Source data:
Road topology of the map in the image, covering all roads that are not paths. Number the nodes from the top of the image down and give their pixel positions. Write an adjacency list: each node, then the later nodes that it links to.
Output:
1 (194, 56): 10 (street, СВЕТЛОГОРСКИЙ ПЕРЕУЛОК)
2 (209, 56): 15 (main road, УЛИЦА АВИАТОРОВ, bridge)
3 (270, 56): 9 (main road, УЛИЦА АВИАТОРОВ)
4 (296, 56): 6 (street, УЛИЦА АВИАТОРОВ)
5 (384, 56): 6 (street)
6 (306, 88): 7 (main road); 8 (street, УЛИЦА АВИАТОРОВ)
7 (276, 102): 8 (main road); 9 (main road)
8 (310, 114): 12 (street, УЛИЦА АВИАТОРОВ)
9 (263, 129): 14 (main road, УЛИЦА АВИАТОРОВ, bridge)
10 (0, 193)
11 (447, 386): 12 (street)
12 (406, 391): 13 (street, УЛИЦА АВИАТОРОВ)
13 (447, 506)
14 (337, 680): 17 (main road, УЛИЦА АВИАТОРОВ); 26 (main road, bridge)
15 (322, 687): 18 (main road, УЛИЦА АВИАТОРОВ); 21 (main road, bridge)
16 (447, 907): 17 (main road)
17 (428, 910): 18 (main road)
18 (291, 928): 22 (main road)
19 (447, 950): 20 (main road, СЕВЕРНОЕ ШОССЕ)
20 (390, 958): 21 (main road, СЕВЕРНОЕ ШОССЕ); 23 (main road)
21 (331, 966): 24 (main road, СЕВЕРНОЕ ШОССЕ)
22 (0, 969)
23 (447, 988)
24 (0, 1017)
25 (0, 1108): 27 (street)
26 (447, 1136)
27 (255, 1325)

_INSTRUCTIONS FOR THE TASK_:
Your answer must be the records themselves, output again exactly.

_ANSWER SECTION_:
Road topology of the map in the image, covering all roads that are not paths. Number the nodes from the top of the image down and give their pixel positions. Write an adjacency list: each node, then the later nodes that it links to.
Output:
1 (194, 56): 10 (street, СВЕТЛОГОРСКИЙ ПЕРЕУЛОК)
2 (209, 56): 15 (main road, УЛИЦА АВИАТОРОВ, bridge)
3 (270, 56): 9 (main road, УЛИЦА АВИАТОРОВ)
4 (296, 56): 6 (street, УЛИЦА АВИАТОРОВ)
5 (384, 56): 6 (street)
6 (306, 88): 7 (main road); 8 (street, УЛИЦА АВИАТОРОВ)
7 (276, 102): 8 (main road); 9 (main road)
8 (310, 114): 12 (street, УЛИЦА АВИАТОРОВ)
9 (263, 129): 14 (main road, УЛИЦА АВИАТОРОВ, bridge)
10 (0, 193)
11 (447, 386): 12 (street)
12 (406, 391): 13 (street, УЛИЦА АВИАТОРОВ)
13 (447, 506)
14 (337, 680): 17 (main road, УЛИЦА АВИАТОРОВ); 26 (main road, bridge)
15 (322, 687): 18 (main road, УЛИЦА АВИАТОРОВ); 21 (main road, bridge)
16 (447, 907): 17 (main road)
17 (428, 910): 18 (main road)
18 (291, 928): 22 (main road)
19 (447, 950): 20 (main road, СЕВЕРНОЕ ШОССЕ)
20 (390, 958): 21 (main road, СЕВЕРНОЕ ШОССЕ); 23 (main road)
21 (331, 966): 24 (main road, СЕВЕРНОЕ ШОССЕ)
22 (0, 969)
23 (447, 988)
24 (0, 1017)
25 (0, 1108): 27 (street)
26 (447, 1136)
27 (255, 1325)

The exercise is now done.